In the twilight of an Astral Era, Krile explains, Hydaelyn begins to awaken chosen souls to the power of the Echo, and to those who take up Her cause She grants a sliver of Her own strength. The artifact before them was such a shard, born of an ancient time before Her Light had grown so dim. Even Y’shtola had failed to recognize that the curious sphere had all along been a Crystal of Light. Focusing her unique manifestation of the Echo upon the power of the Crystal Eye, Krile divines Thancred’s course through the aetherial streams through the Black Shroud and to its terminus … at the foot of Sohm Al.

On the journey to the Dravanian forelands, Alphinaud composes a number of portraits of Thancred. Y’shtola’s compliments his skill at rendering a likeness from memory, and though he claims to have forgotten why he began sketching, Krile helpfully recalls something about an attempt to impress the young ladies of the Studium. The hunters of Tailfeather are at first of little help but for scattered anecdotes about a Hyuran axeman with a clear want for talent as far as hunting was concerned. However, when Krile hears tale of a Vath merchant seeking “garments fit for a man of refinement”, all who know the rogue know that they are on his trail. Alphinaud realizes that Thancred would have been expelled unclothed from the Lifestream, as he vividly recalls was the case with Y’shtola. With a fiery gaze cast in his direction, the young Elezen struggles to rephrase, but Krile helpfully leads the party west before he can come to harm.

The Vath Storyteller is reluctant to speak of the Hyur until Alphinaud declares him friend. The “fleshling clothed in skins” had come from the direction of Sohm Al, seeking to exchange meat and hides for care and cloth. Lost ast Vath, too, now called him friend. Unfortunately, he had departed for Lost ast Gnath a short time past, having rushed from the camp upon hearing that Ravana had been summoned anew. Realizing that Thancred would be helpless to face a primal alone, the Alphinaud urges the group to hurry to his aid.

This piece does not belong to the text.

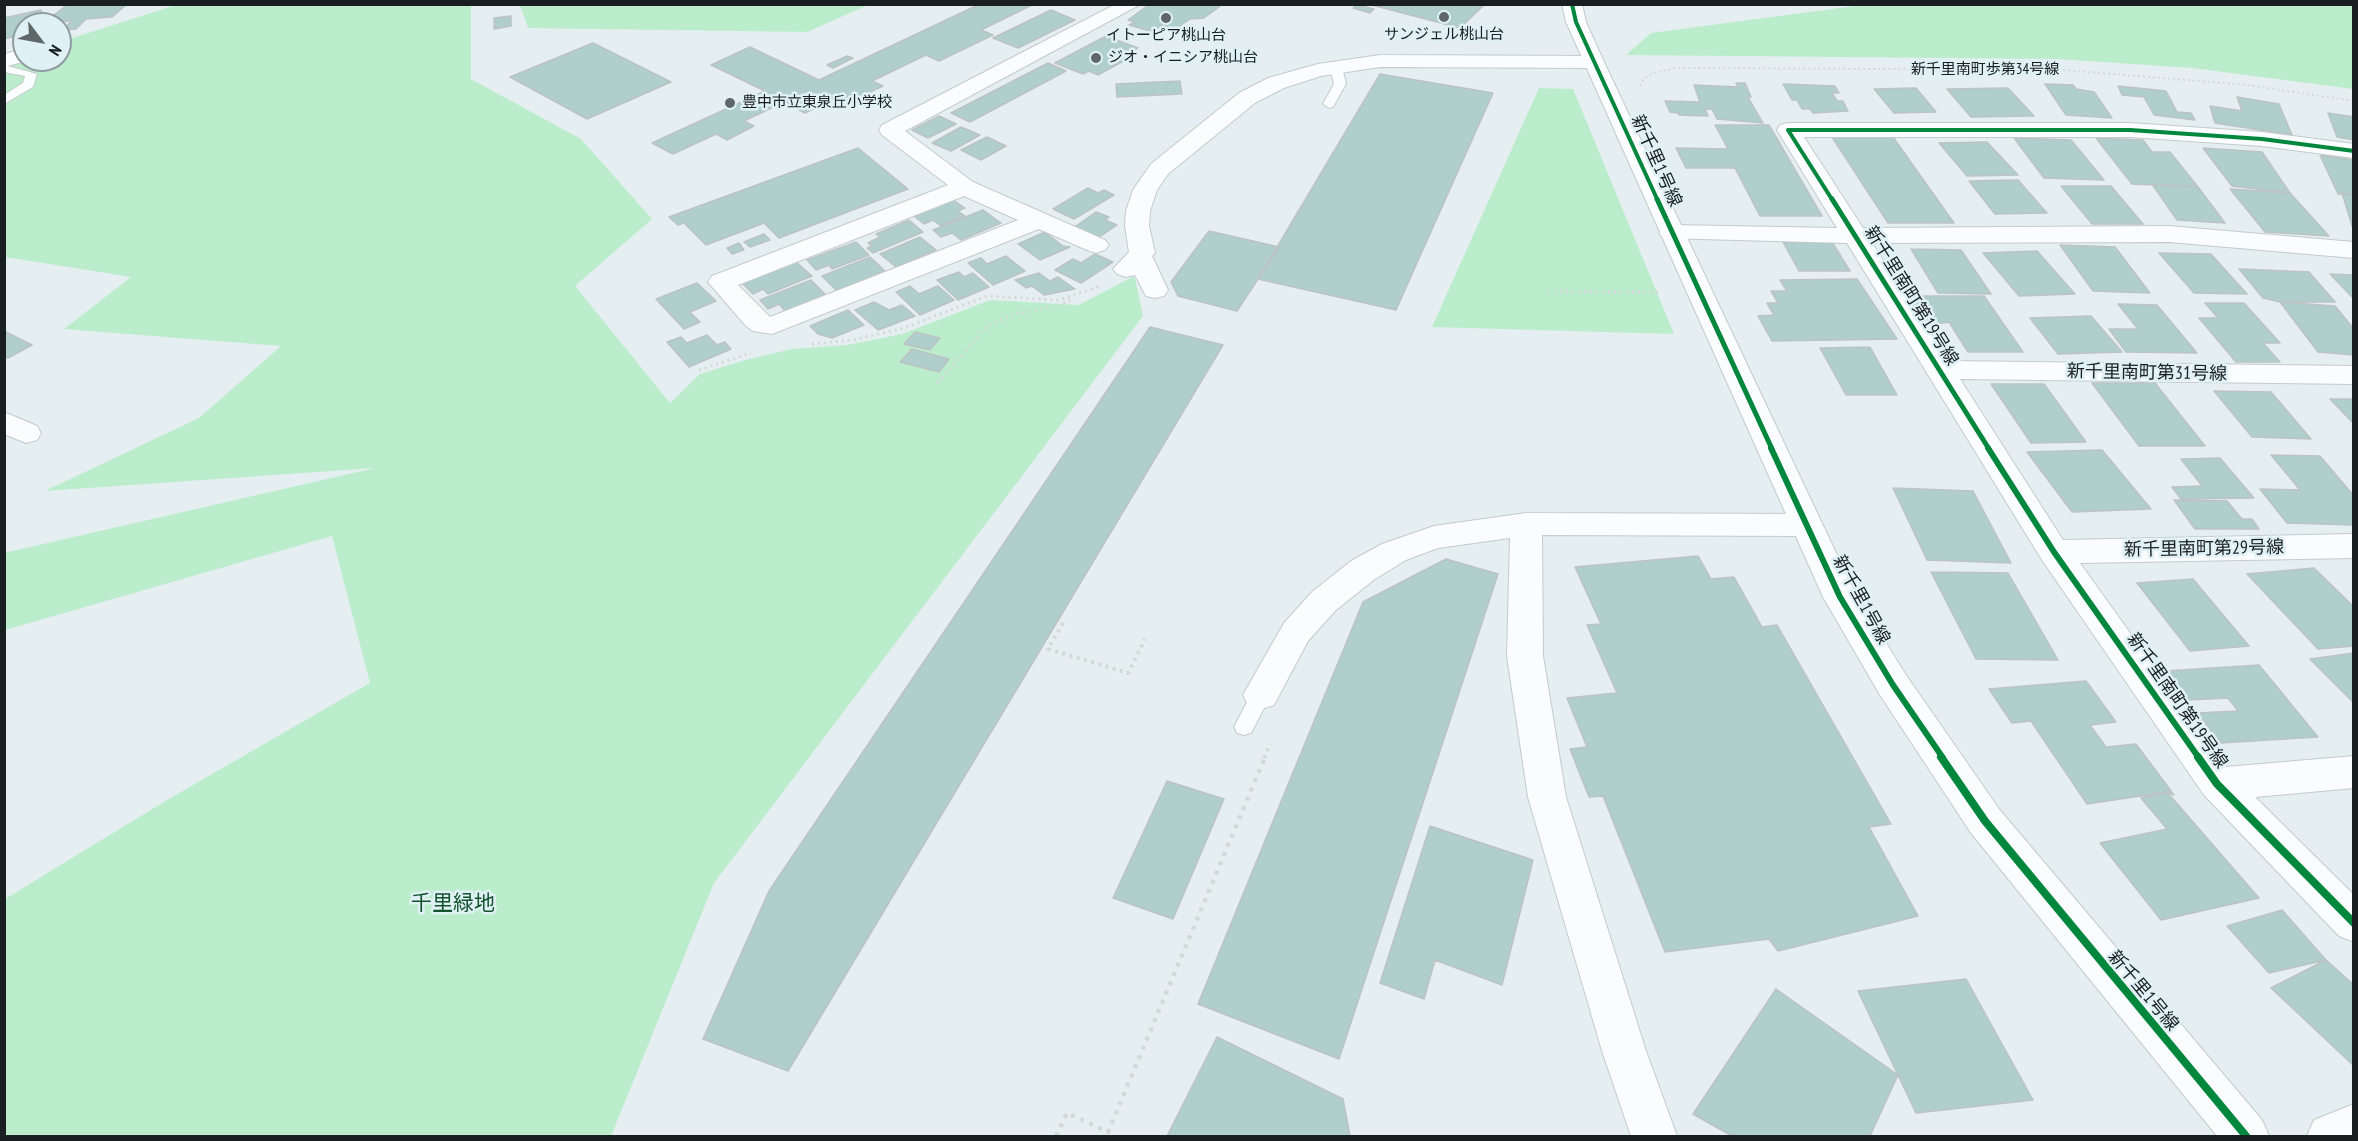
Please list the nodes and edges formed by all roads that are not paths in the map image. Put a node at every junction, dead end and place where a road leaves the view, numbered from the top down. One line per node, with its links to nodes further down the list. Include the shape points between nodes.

The Gnath colony is consumed by the sounds of battle, but it is not Thancred that stands against Ravana.  A Hyuran axeman leads a party of adventurers garbed in black artifact armor against the Lord of the Hive, making impressively short work of the primal threat. However, when the warrior in black turns to face the Warrior of Light, both clutch their heads in pain as consciousness retreats into an Echo of the past. The party who had defeated Ravana stands before an Ascian overlord, descending upon him with a blade of light as he prophesied their failure to save their world. The scene was all too familiar; the adventurer had expelled Lahabrea in all but identical fashion.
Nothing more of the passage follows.